Google applied for a patent on their ranking algorithm as of 15
months ago on December 31, 2003 and that application was posted
on March 31st at the US Patent Office. It got the discussion
forums buzzing this weekend. Even though I had substantial work
to do and was behind on a project, I couldn't resist the
temptation to read the very long 14,000 word, 45 page
application and see what it could mean to the volatile world of
search.
So I tripped on over to the the US Patent & Trademark Office
(USPTO) and started reading the document
United States Patent
Application: 0050071741 seems to be Google applying for a
patent on their search algorithm. There seems to be no
reference to PageRank here, but it seems to be PageRank
redefined with a few variations to limit link spamming and
reduce stale results, along with multiple innovative elements
not previously considered.
They discuss link spamming limitations extensively, which would
be a welcome relief as Linking Psychosis is rampant and I'd
like to see an end to it. Much of historical data related to
pages seems to be a bit onerous because it would appear to
limit the perceived value of a page unless it becomes wildly
popular over time. Bigger is better seems to be a enduring
theme of this algorithm as described generically in text of
their application.
An odd addition to the historical ranking discussion is
amazingly - the "Advertising Traffic" for a particular
document! They will rank a site based on the advertiser
choosing to advertise on a particular site. If Amazon wants to
advertise on your site, then Google will rank you higher!
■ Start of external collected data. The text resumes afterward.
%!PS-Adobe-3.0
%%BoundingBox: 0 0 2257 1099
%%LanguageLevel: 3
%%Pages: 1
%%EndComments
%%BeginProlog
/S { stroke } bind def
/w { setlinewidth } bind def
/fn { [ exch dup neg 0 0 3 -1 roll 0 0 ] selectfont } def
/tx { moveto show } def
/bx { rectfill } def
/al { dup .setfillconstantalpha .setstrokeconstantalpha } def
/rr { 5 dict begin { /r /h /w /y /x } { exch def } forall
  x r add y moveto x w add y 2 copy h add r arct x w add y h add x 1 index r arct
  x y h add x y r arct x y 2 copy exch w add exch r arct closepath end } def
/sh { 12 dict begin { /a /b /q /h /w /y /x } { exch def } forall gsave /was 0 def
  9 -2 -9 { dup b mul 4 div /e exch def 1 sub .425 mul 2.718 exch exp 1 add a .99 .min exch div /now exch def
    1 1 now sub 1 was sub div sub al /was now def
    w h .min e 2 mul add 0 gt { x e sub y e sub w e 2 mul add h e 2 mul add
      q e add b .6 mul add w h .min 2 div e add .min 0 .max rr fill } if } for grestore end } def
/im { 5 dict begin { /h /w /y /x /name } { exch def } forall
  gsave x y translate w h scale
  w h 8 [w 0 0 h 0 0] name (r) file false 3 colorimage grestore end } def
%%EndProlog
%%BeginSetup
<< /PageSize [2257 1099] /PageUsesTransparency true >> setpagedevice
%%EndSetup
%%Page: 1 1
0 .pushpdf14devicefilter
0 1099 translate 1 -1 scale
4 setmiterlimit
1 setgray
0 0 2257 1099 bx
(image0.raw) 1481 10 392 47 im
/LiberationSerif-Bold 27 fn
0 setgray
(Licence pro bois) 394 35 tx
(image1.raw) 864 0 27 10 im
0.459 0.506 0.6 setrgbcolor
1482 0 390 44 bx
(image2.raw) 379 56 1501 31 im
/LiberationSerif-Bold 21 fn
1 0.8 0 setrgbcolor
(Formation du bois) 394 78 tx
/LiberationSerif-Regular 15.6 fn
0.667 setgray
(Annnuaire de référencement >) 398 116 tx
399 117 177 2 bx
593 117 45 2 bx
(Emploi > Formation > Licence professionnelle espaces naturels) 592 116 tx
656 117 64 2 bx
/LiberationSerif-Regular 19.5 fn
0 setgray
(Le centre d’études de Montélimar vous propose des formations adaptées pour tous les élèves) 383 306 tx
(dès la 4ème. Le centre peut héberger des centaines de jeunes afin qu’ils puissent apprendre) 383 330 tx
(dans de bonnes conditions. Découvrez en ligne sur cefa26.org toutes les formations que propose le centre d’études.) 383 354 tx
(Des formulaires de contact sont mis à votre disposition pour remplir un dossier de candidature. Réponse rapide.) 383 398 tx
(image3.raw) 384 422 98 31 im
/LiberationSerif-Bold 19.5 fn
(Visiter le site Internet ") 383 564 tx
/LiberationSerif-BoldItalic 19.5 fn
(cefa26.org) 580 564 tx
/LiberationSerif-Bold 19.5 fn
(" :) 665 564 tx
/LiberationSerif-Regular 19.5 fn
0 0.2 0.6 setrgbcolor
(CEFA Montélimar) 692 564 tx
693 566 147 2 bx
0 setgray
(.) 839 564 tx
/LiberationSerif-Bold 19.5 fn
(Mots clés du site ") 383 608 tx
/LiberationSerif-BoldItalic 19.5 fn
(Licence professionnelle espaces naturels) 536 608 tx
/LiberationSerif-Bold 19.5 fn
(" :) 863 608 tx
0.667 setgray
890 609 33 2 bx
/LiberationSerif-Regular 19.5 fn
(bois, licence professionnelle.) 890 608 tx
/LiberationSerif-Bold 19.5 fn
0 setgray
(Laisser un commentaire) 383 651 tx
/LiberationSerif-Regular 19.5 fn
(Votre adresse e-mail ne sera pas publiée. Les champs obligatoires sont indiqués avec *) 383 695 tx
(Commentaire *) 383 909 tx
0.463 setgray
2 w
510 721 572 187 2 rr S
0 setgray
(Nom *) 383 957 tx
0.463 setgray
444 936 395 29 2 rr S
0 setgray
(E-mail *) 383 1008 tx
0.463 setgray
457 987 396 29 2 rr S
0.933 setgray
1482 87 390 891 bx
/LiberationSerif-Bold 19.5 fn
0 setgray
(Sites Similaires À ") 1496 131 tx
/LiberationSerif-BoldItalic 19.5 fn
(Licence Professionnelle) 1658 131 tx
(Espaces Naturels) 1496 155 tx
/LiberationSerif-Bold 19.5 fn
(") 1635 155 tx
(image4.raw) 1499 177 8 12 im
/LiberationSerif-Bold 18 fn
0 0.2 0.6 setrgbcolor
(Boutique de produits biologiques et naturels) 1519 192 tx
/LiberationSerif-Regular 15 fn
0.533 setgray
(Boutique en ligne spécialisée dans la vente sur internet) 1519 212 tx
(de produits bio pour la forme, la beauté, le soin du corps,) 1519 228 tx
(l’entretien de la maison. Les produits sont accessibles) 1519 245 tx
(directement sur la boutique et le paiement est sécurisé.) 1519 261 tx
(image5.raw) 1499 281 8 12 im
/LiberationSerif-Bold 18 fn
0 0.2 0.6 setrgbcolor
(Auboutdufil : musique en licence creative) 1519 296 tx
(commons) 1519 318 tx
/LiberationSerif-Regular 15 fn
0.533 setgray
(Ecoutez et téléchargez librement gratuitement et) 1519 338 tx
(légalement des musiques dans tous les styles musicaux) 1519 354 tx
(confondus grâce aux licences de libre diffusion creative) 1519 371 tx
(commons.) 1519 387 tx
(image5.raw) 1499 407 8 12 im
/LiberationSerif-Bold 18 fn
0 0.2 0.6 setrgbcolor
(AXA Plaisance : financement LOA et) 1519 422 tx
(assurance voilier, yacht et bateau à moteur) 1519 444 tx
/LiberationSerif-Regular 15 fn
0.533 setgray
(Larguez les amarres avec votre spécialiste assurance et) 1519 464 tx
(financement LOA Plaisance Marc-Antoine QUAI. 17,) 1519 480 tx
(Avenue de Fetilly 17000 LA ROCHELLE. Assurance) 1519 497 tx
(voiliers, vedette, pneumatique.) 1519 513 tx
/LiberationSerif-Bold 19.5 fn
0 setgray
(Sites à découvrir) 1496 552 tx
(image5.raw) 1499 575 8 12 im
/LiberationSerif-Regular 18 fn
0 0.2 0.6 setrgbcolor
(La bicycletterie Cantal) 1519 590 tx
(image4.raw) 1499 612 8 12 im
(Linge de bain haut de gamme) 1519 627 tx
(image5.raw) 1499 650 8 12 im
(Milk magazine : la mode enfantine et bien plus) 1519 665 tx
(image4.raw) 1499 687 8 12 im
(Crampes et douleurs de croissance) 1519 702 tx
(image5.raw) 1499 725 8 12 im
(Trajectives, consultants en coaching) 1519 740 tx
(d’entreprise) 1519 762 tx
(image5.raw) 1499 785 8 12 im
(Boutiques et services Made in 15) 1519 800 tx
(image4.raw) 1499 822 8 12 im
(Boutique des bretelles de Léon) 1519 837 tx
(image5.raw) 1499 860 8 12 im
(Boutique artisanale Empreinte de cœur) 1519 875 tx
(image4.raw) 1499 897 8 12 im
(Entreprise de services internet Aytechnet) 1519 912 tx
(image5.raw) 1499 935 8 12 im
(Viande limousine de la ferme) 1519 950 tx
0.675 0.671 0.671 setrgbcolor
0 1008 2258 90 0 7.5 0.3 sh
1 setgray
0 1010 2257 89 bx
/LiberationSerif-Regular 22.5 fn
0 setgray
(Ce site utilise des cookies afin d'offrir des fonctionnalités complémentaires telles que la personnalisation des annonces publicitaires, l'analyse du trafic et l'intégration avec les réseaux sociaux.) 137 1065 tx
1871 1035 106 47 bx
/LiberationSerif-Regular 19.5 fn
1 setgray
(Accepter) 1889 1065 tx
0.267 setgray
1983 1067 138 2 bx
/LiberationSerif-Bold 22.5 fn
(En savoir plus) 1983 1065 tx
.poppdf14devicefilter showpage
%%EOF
That's good, I guess, if you have a site that attracts highly
rated advertising, and don't rely on cross promotion of your
separate products or those of suppliers to appear in your site
advertising. Example: If I have a discussion forum on coffee,
don't I want to advertise my coffee products? Why would I serve
ads from highly rated advertiser Starbucks to rank higher at
Google? What if I sell thousands of products and simply cross
promote and upsell my own products sitewide? Odd stuff, ranking
based on advertisers.
How does affiliate advertising factor into that advertising
element of the algorithm? Do they know you are advertising a
book from Amazon as part of affiliate program through your
direct Amazon affiliate program links and do they recognize
tracking links through affiliate management companies
differently than the tracking URL's of ad serving monsters like
DoubleClick and confer higher ranking upon the big boys of
advertising above affiliate tracking firms?
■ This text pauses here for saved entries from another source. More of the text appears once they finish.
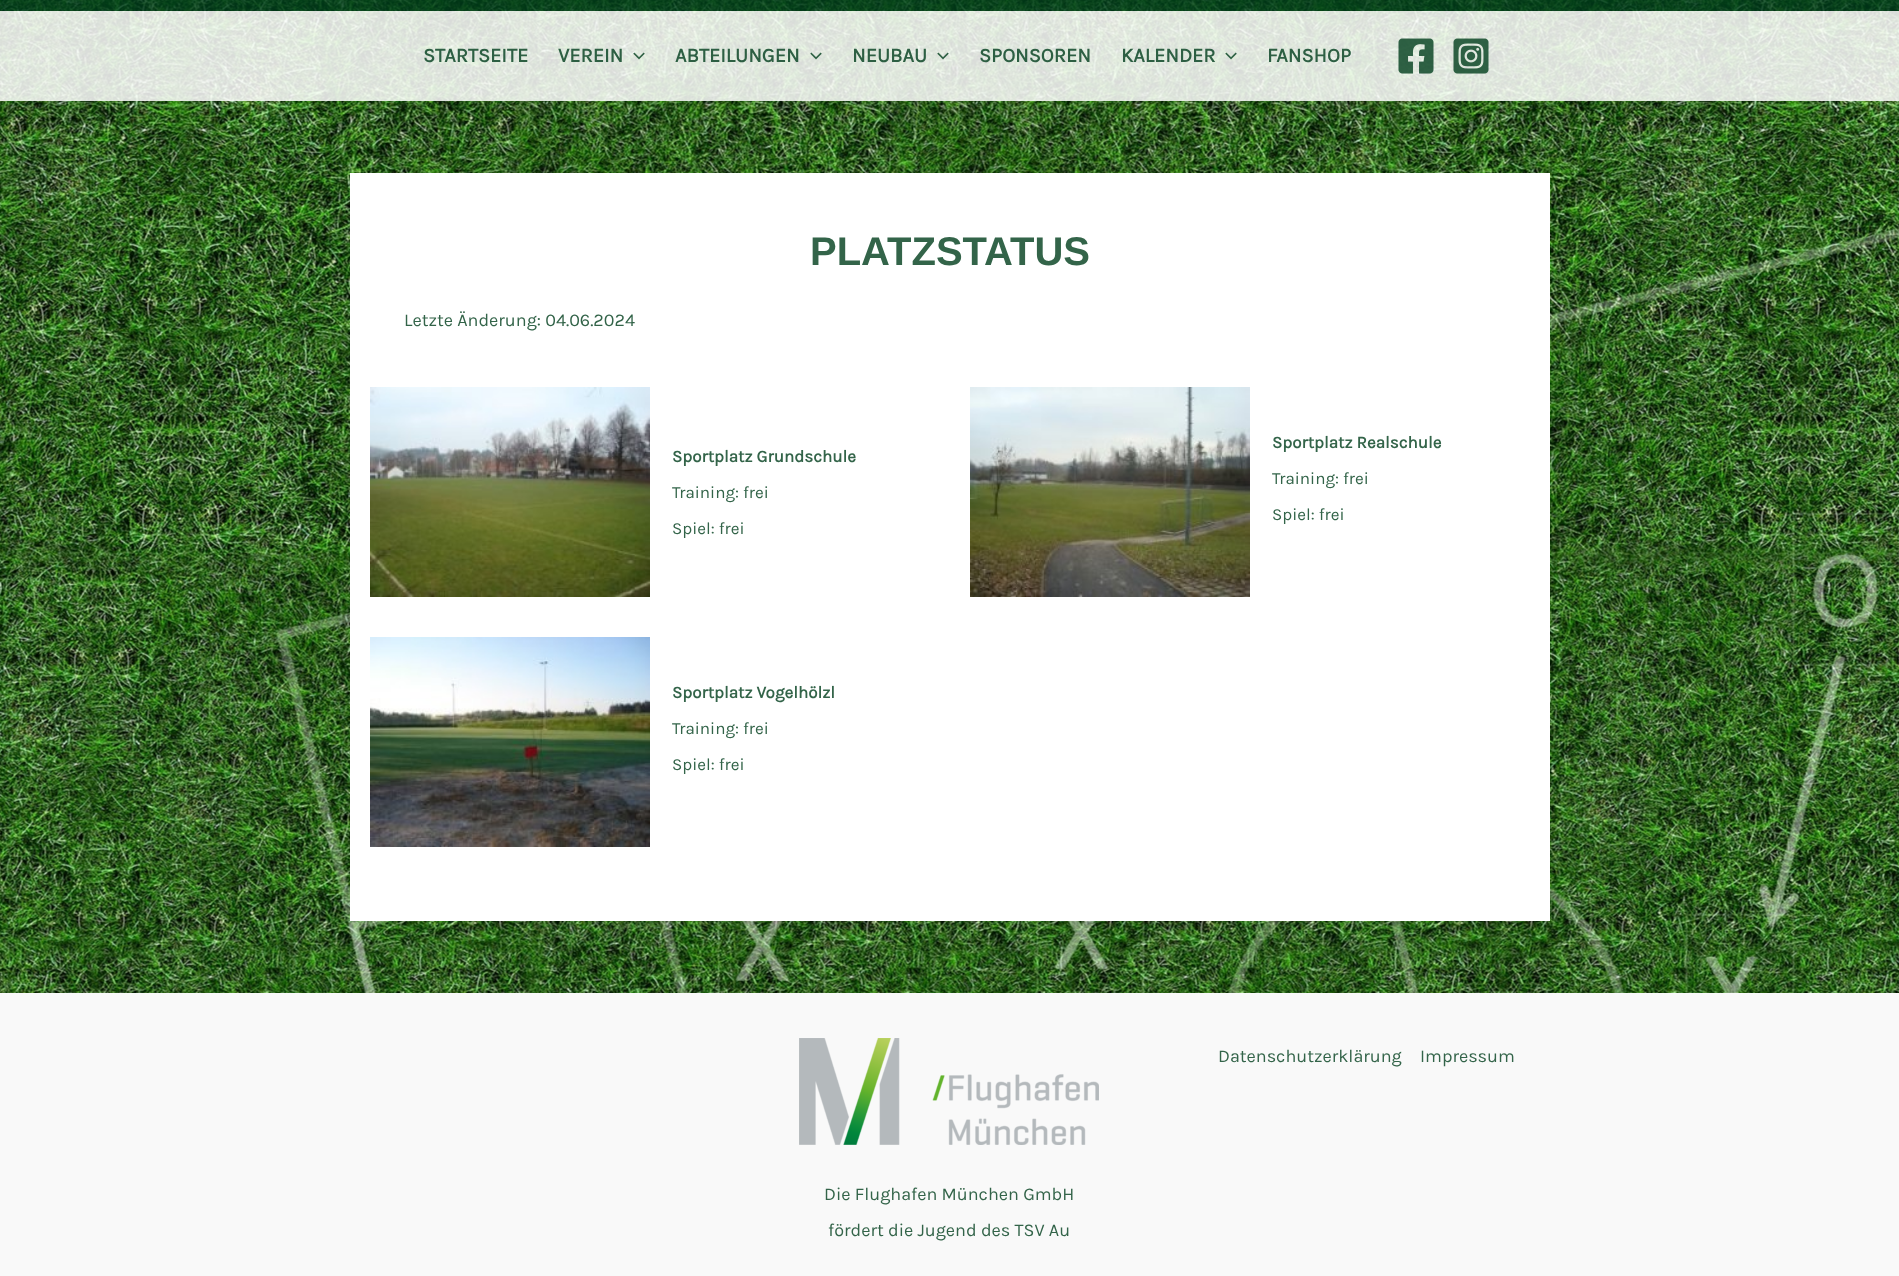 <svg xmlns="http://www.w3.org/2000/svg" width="1899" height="1276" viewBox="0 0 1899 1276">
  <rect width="100%" height="100%" fill="#fff"/>
  <image x="0" y="0" width="1899" height="993" href="img/1.png"/>
  <path d="M0 0h1899v11H0z" fill="#003d1ccc"/>
  <path d="M0 11h1899v90H0z" fill="#ffffffd9"/>
  <image x="633" y="52" width="12" height="8" href="img/2.png"/>
  <image x="810" y="52" width="12" height="8" href="img/3.png"/>
  <image x="937" y="52" width="12" height="8" href="img/4.png"/>
  <image x="1225" y="52" width="12" height="8" href="img/5.png"/>
  <image x="1398" y="38" width="36" height="36" href="img/6.png"/>
  <image x="1453" y="38" width="36" height="36" href="img/7.png"/>
  <path d="M350 173h1200v748H350z" fill="#fff"/>
  <image x="370" y="387" width="280" height="210" href="img/8.png"/>
  <image x="970" y="387" width="280" height="210" href="img/9.png"/>
  <image x="370" y="637" width="280" height="210" href="img/10.png"/>
  <path d="M0 993h1899v283H0z" fill="#f9f9f9"/>
  <image x="799" y="1038" width="300" height="107" href="img/11.png"/>
  <g font-family="Karla" font-size="20" font-weight="bold" fill="#2d5f43">
    <text x="423" y="62">STARTSEITE</text>
    <text x="558" y="62">VEREIN</text>
    <text x="675" y="62">ABTEILUNGEN</text>
    <text x="852" y="62">NEUBAU</text>
    <text x="979" y="62">SPONSOREN</text>
    <text x="1121" y="62">KALENDER</text>
    <text x="1267" y="62">FANSHOP</text>
  </g>
  <text x="810" y="265" font-family="Liberation Sans" font-size="40" font-weight="bold" fill="#336449">PLATZSTATUS</text>
  <text x="404" y="326" font-family="Karla" font-size="18" fill="#336449">Letzte Änderung: 04.06.2024</text>
  <text x="672" y="462" font-family="Karla" font-size="17" font-weight="bold" fill="#336449">Sportplatz Grundschule</text>
  <g font-family="Karla" font-size="17" fill="#336449">
    <text x="672" y="498">Training: frei</text>
    <text x="672" y="534">Spiel: frei</text>
  </g>
  <text x="1272" y="448" font-family="Karla" font-size="17" font-weight="bold" fill="#336449">Sportplatz Realschule</text>
  <g font-family="Karla" font-size="17" fill="#336449">
    <text x="1272" y="484">Training: frei</text>
    <text x="1272" y="520">Spiel: frei</text>
  </g>
  <text x="672" y="698" font-family="Karla" font-size="17" font-weight="bold" fill="#336449">Sportplatz Vogelhölzl</text>
  <g font-family="Karla" font-size="17" fill="#336449">
    <text x="672" y="734">Training: frei</text>
    <text x="672" y="770">Spiel: frei</text>
  </g>
  <g font-family="Karla" font-size="18" fill="#336449">
    <text x="1218" y="1062">Datenschutzerklärung</text>
    <text x="1420" y="1062">Impressum</text>
    <text x="824" y="1200">Die Flughafen München GmbH</text>
    <text x="828" y="1236">fördert die Jugend des TSV Au</text>
  </g>
</svg>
Also seems to call into question their own Adsense ads and how
that factors into this algorithm! Do the Adsense ads along my
blog border gain more ranking score because it is from a
monster advertising company - Google - or is it downgraded
because I'm not a "Premium" advertiser serving over 20 million
content page views? Again, seems that reward for being large
outweighs relevance in this formula. Or does it? How do they
value Overture advertising in the formula? Adbrite? Smaller ad
networks versus large advertising aggregators?
They extensively discuss historical data related to rankings
over time, looking at seasonality, popularity during spikes in
traffic due to news coverage of a particular topics and changes
in ranking related to those items. The historical data related
to ranking over time are interesting since they refer to link
spamming, relevance, and topicality when they say:
"As a further measure to differentiate a document related to a
topical phenomenon from a spam document, search engine may
consider mentions of the document in news articles, discussion
groups, etc. on the theory that spam documents will not be
mentioned, for example, in the news. Any or a combination of
these techniques may be used to curtail spamming attempts."
They've added another interesting element in the algorithm of
determining value of pages based on "user maintained/generated
data" (patent item 113) read that "bookmarks" and "favorites
lists" built into your browser. Is this one of the reasons that
Google recently hired Ben Goodger, the lead developer of Firefox?
Snooping into my favorites and cookies on my machine seems like
a bit more than I want Google doing on MY machine. It strains
the limits of privacy as well. We can stop sites from serving
us cookies, but can't stop who reads them? Ouch!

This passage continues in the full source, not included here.